Emmanuel Macron est attendu ce vendredi 17 novembre, à Göteborg, en Suède pour participer au Sommet social pour des emplois et une croissance équitables. Ce sommet organisé conjointement par le président de la Commission européenne, Jean-Claude Juncker et le Premier ministre suédois Stefan Löfven réunira les chefs d’État ou de gouvernement de l’union européenne (UE), les partenaires sociaux et des acteurs clés. Il vise à promouvoir le développement d’une Europe plus sociale et des emplois et une croissance équitables.

Mise à jour: 17.11.17 18h00

Un « socle européen des droits sociaux »

Tous les dirigeants de l’UE, à l’exception d’Angela Merkel retenue à Berlin, pour cause de formation d’un nouveau gouvernement de coalition, étaient présents ce 17 novembre à Göteborg, pour proclamer « un socle commun européen de droits sociaux ». Ce texte a été paraphé par, le président de la commission européenne, Jean-Claude Juncker, par le président du Parlement européen Antonio Tajani ainsi que par le premier ministre estonien, dont le pays assure la présidence tournante de l’UE. » Notre Union a toujours été un projet social.
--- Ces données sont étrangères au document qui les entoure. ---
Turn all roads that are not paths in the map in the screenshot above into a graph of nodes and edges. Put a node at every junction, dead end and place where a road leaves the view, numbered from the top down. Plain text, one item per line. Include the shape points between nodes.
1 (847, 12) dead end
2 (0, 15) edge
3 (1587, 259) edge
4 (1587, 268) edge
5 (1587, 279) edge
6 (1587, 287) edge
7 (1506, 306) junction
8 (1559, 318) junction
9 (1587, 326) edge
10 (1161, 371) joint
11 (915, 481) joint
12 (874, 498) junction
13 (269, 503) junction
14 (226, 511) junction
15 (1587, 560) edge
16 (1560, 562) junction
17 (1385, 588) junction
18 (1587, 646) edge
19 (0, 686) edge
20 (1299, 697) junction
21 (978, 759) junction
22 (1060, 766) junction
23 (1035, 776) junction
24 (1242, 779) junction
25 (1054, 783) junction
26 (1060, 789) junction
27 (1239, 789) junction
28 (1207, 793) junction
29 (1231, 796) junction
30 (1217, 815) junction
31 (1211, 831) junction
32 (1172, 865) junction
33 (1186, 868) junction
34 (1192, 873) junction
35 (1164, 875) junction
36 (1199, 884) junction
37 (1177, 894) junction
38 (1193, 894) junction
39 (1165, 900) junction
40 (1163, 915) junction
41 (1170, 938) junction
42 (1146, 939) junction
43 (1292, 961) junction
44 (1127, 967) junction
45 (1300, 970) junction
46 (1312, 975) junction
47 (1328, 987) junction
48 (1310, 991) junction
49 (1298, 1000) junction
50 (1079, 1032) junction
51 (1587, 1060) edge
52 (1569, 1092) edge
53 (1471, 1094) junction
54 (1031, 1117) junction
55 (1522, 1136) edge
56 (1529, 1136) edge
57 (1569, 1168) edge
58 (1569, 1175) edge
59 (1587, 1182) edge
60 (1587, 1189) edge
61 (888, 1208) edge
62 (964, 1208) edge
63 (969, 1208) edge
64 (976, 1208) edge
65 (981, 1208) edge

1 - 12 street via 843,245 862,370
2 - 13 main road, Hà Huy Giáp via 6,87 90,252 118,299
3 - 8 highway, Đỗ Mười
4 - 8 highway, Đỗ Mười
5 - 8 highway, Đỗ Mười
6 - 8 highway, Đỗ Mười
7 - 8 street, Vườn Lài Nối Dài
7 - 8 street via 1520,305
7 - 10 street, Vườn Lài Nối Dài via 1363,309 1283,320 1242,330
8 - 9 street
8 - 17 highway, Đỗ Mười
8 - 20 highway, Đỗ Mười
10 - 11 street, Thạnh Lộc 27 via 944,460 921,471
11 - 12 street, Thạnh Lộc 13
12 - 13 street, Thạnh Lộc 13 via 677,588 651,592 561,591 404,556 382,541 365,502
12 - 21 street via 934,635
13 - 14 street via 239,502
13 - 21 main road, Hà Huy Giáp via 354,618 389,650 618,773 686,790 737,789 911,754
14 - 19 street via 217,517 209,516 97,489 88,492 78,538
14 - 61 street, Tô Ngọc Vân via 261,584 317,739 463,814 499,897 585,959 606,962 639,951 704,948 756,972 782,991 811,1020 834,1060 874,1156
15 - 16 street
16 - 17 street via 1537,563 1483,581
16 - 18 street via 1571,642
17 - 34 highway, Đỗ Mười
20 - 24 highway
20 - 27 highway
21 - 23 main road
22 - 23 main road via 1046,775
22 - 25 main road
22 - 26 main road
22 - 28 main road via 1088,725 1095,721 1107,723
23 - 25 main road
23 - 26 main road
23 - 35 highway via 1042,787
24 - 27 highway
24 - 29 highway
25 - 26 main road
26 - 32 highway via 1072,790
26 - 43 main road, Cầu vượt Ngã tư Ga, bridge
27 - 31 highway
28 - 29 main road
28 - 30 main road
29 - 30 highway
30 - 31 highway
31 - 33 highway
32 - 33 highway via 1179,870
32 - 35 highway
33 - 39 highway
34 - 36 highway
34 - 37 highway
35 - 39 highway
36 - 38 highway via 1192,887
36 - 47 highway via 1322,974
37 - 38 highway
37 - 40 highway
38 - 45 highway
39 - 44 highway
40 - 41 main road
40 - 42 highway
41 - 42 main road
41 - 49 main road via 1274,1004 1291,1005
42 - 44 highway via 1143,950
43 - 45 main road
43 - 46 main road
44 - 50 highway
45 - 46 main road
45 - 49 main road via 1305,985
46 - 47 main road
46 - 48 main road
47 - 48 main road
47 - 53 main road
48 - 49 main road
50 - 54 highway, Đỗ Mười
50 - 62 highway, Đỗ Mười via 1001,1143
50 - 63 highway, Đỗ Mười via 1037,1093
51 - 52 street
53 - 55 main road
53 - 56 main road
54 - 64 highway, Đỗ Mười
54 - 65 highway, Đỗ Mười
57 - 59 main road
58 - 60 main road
C’est plus qu’un marché unique, plus que l’argent, plus que l’euro. Ce sont des valeurs, et la façon dont nous voulons vivre », a déclaré Jean-Claude Juncker. « Aujourd’hui, nous affirmons nos valeurs communes et nous nous engageons à respecter vingt principes et droits. Du droit à un juste salaire à celui d’une protection sociale, à une formation tout au long de la vie, à l’égalité des sexes et à un revenu minimum« , a-t-il ajouté.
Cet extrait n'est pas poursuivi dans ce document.